Personal information
- Full name: Nikola Todorov Kotkov
- Date of birth: 9 December 1938
- Place of birth: Sofia, Bulgaria
- Date of death: 30 June 1971 (aged 32)
- Place of death: Vitinya Pass, Bulgaria
- Position: Striker

Youth career
- Lokomotiv Sofia

Senior career*
- Years: Team / Apps / (Gls)
- 1956–1968: Lokomotiv Sofia / 276 / (142)
- 1969: ZHSK Slavia / 10 / (3)
- 1969–1971: Levski Sofia / 36 / (18)
- Total:  / 322 / (163)

International career
- 1956–1959: Bulgaria U19 / 16 / (8)
- 1959–1961: Bulgaria U21 / 7 / (5)
- 1961–1969: Bulgaria / 26 / (12)

= Nikola Kotkov =

Bulgarian footballer

Nikola Todorov Kotkov (Никола Тодоров Котков) (9 December 1938 – 30 June 1971), nicknamed Koteto (Котето, "The Kitten") was a Bulgarian footballer who played as a striker.

Born in the capital Sofia, Kotkov started his football career as a Lokomotiv Sofia trainee and went on to spend much of it (1956–1969) with the club, winning the Bulgarian Championship in 1964. He then played for Levski Sofia, until his death in 1971. Kotkov died together with his friend and teammate Georgi Asparuhov in a traffic accident in the Vitinya Pass of the Balkan Mountains, en route to Vratsa. With Levski, Kotkov became once again champion in 1970, winning the Bulgarian Cup the same year.

Kotkov played a total of 322 matches and scored 163 goals in the Bulgarian Championship and was given the Bulgarian Footballer of the Year award in 1964. For the Bulgaria national team, he had 26 caps and scored 12 goals, taking part in the 1966 FIFA World Cup in England.

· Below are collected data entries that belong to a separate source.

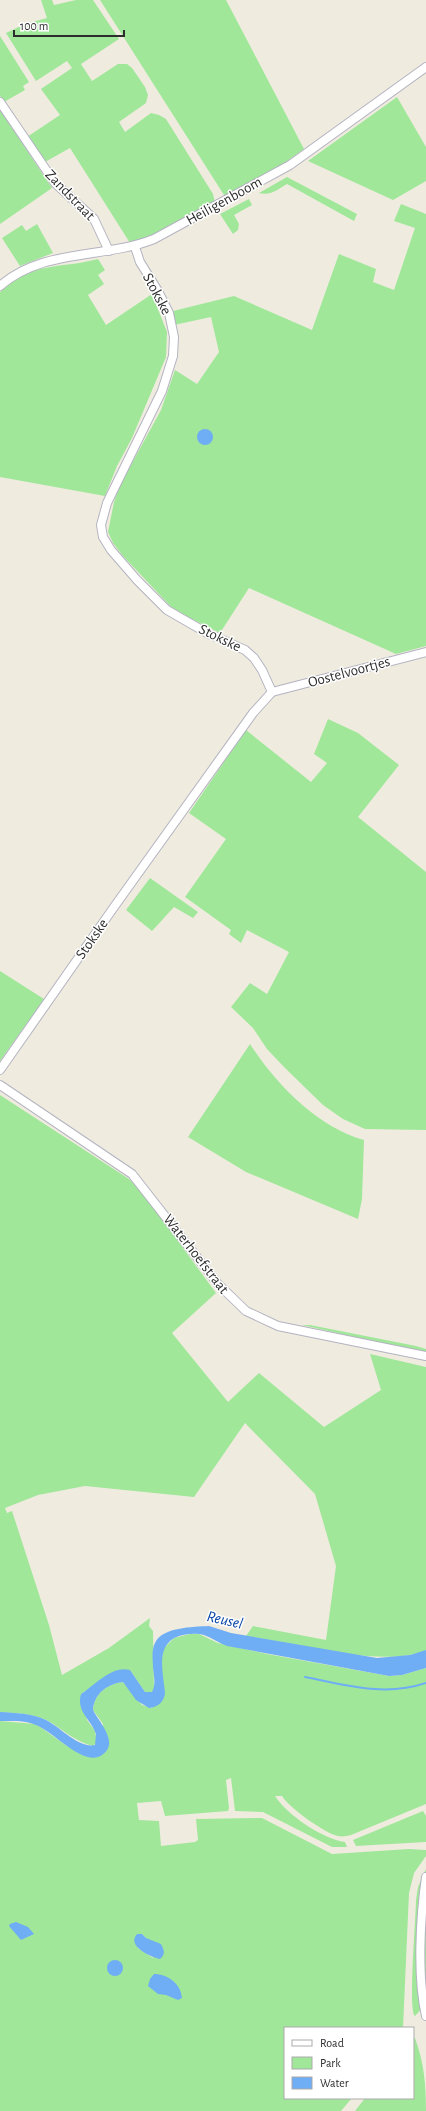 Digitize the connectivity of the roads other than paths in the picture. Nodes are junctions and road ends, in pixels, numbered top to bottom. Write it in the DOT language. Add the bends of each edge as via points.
graph roads {
  1 [pos="426,67"];
  2 [pos="0,102"];
  3 [pos="135,247"];
  4 [pos="109,251"];
  5 [pos="0,286"];
  6 [pos="426,652"];
  7 [pos="272,692"];
  8 [pos="0,1070"];
  9 [pos="0,1085"];
  10 [pos="426,1356"];
  11 [pos="426,1877"];
  12 [pos="425,2012"];
  1 -- 3 [label="street, Heiligenboom" via="290,165"];
  2 -- 4 [label="street, Zandstraat" via="55,183 94,219"];
  3 -- 4 [label="street, Heiligenboom"];
  3 -- 7 [label="street, Stokske" via="140,262 169,313 174,337 173,356 162,391 107,502 101,525 103,537 111,550 161,606 179,618 245,650 254,658"];
  4 -- 5 [label="street, Heiligenboom" via="43,261"];
  6 -- 7 [label="street, Oostelvoortjes"];
  7 -- 8 [label="street, Stokske" via="254,713"];
  9 -- 10 [label="street, Waterhoefstraat" via="132,1174 218,1284 246,1311 278,1326"];
  11 -- 12 [label="street" via="421,1945 422,2000"];
} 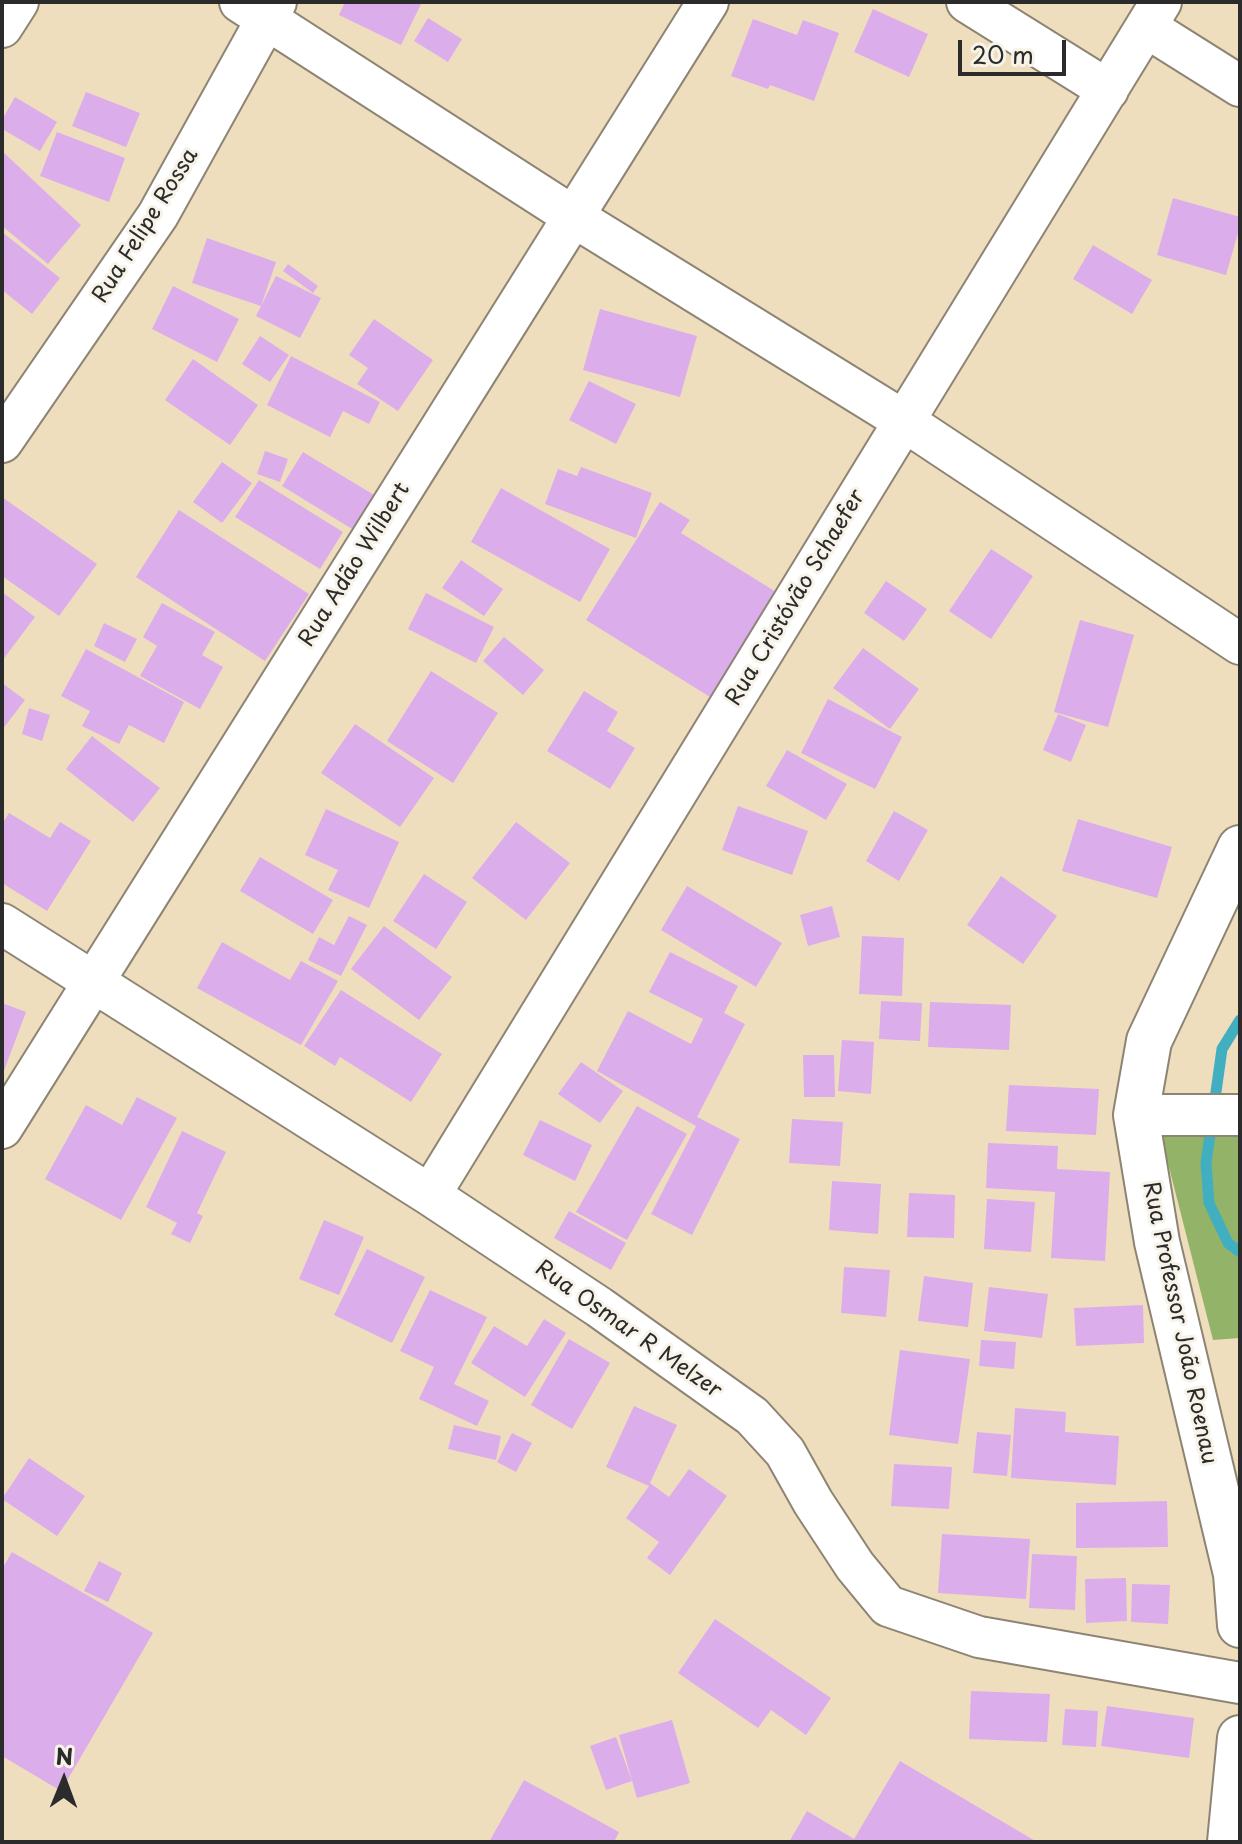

Kotkov was known for his technique, pinpoint passing and skillful free kick taking.

== Statistics ==
- National teams — 59 matches, 33 goals
- Bulgarian championship — 322 matches, 163 goals — 286/145 for Lokomotiv, 45/25 for Levski
- European club tournaments — 11 matches, 10 goals — CEC-6, CWC-5
- First match — with Lokomotiv Sofia 1956
- Last match — with Levski against CSKA — 28 June 1971
- All - 392 matches, 206 goals

== Honours ==
- Champion of Bulgaria — 2 times, 1964 with Lokomotiv and 1970 with Levski
- Holder of the National Cup — 2 times 1970, 1971 (posthumously) with Levski
- Bulgarian Footballer of the Year — 1964
- UEFA Euro Under-19 Champion with Bulgaria — 1959
- Holder of an Order of Labour — 1970
- Deserved Master of Sports
- Ballon d'Or 25th place — 1967

== Death ==
On June 30 1971, Kotkov died in a car crash with teammate Georgi Asparuhov.